Ed to Barack: “call me maybe?”

October 4, 2012 7:01 am

Well. I don’t think anyone saw that coming. Mitt Romney and Ed Milband were this week’s clear winners with an appeal to the squeezed middle, a forcefulness of personality and an ease of style when handling substance.

Simply put, Ed and Mitt were the ones who told stories; Obama spoke of stats. As such he didn’t connect with his audience and thus all his trademark logic of old was as nought to Romney’s colloquial cut through.

While the data tells us that the debates actually have a very limited effect on voting intentions and Obama’s lock on the electoral college remains secure, looking at what happened a few hours ago is instructive.

Weighed down by four years of emersion in policy and used to interaction with subordinate staffers the President is likely more used to deference then a debate of equals and so the political athlete who rocked the world four years ago was missing tonight. This was the same problem Reagan faced in ’84, George H.W. Bush in ’92 and George W. Bush in ’04. But before panic sets in its worth noting that in two out of those three examples the incumbent President rebounded to win.

A key error was the Oppo arsenal the President left untouched. Romney’s 47% remarks, the false claim of $700bn of Medicare cuts, the Paul Ryan budget’s privatization of public pensions – all went unfired. Contrast that with Ed’s no-holds-barred, all-out assault on the Tories.

Obama’s performance tonight shows the danger of sitting on a lead and playing defence.

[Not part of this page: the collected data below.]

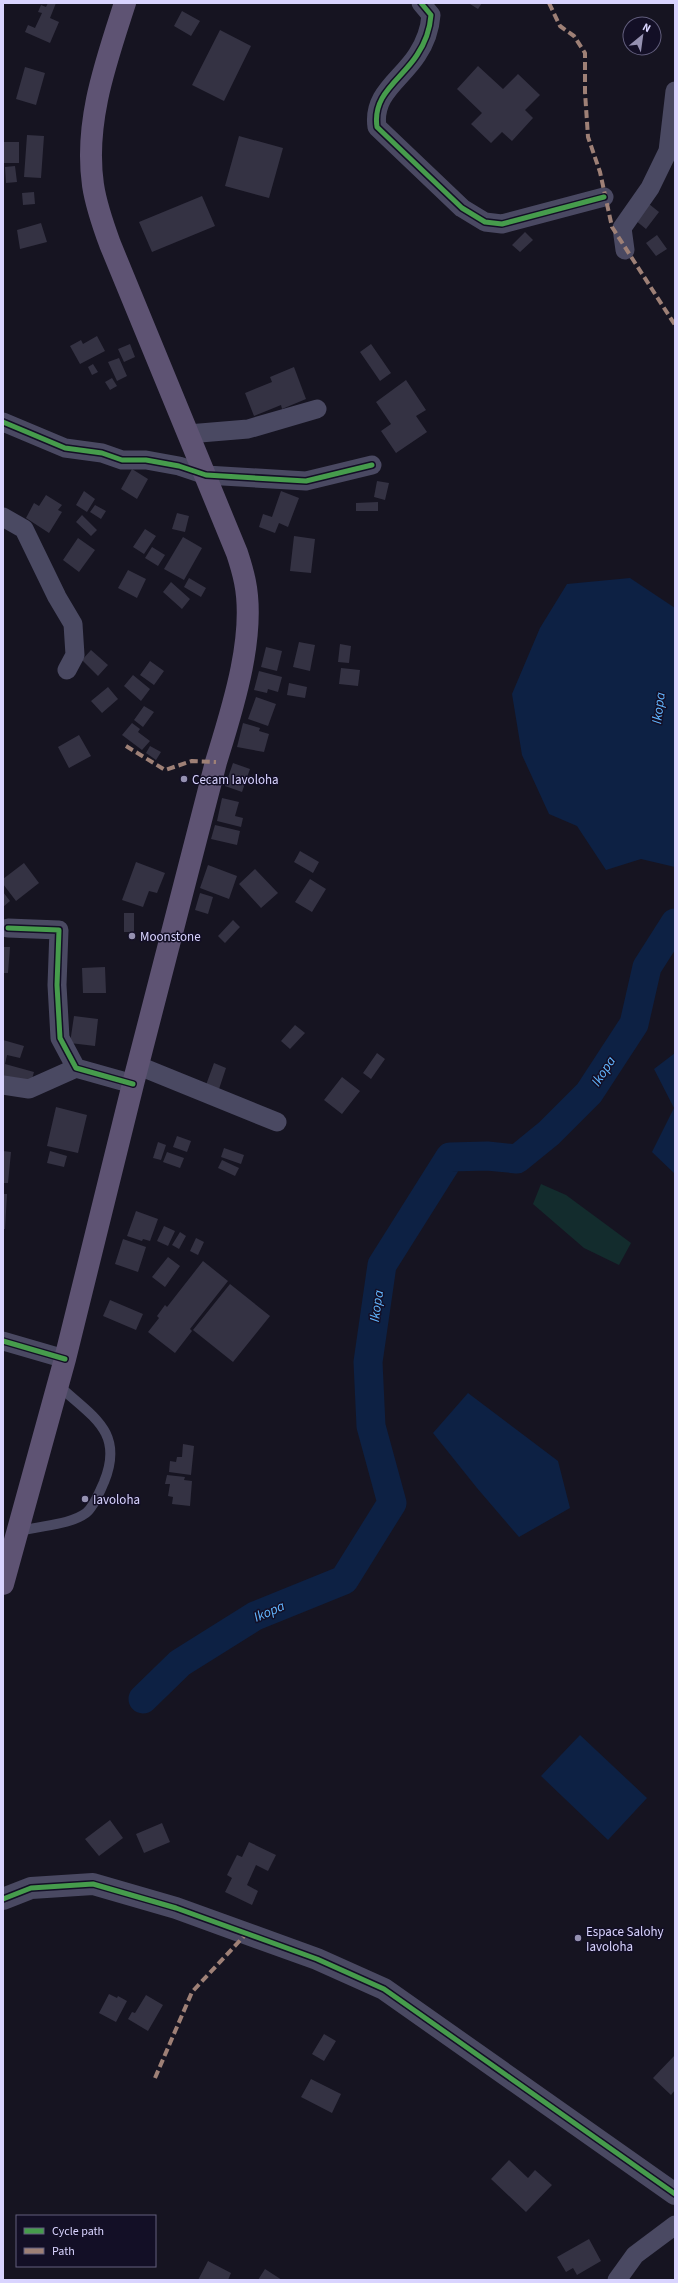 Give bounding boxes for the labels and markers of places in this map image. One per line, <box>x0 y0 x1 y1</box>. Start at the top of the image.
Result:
place label: Cecam Iavoloha <box>192 771 279 789</box>
marker: Cecam Iavoloha <box>179 774 189 784</box>
place label: Moonstone <box>140 928 201 946</box>
marker: Moonstone <box>127 931 137 941</box>
place label: Iavoloha <box>93 1491 140 1509</box>
marker: Iavoloha <box>80 1494 90 1504</box>
place label: Espace Salohy Iavoloha <box>586 1923 664 1956</box>
marker: Espace Salohy Iavoloha <box>573 1933 583 1943</box>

Ed knew that this week and, ignoring his 10 point lead cast caution to the wind and went on the offensive with his bold claim of One Nation Labour delivered via the high stakes gamble of a no-notes hour-plus speech. Obama in contrast hugging his Ohio lead decided to bank his advantages and play to run down the clock.

And look at the result. As both Hillary and David can bitterly attest from 2008 and 2010 the scrappy insurgent against the complacent front runner is a winning play. Team Ed knows that. Team Romney knows that and you can be sure Obama master strategist David Plouffe who literally wrote the book on that knows it too.

Come the next debate Professor Obama must be retired so Candidate Obama can cut through. Ed showed this week how a top class political athlete can win by being gutsy. Time for Barack to call him and learn how even the President of the United States can “speak human”.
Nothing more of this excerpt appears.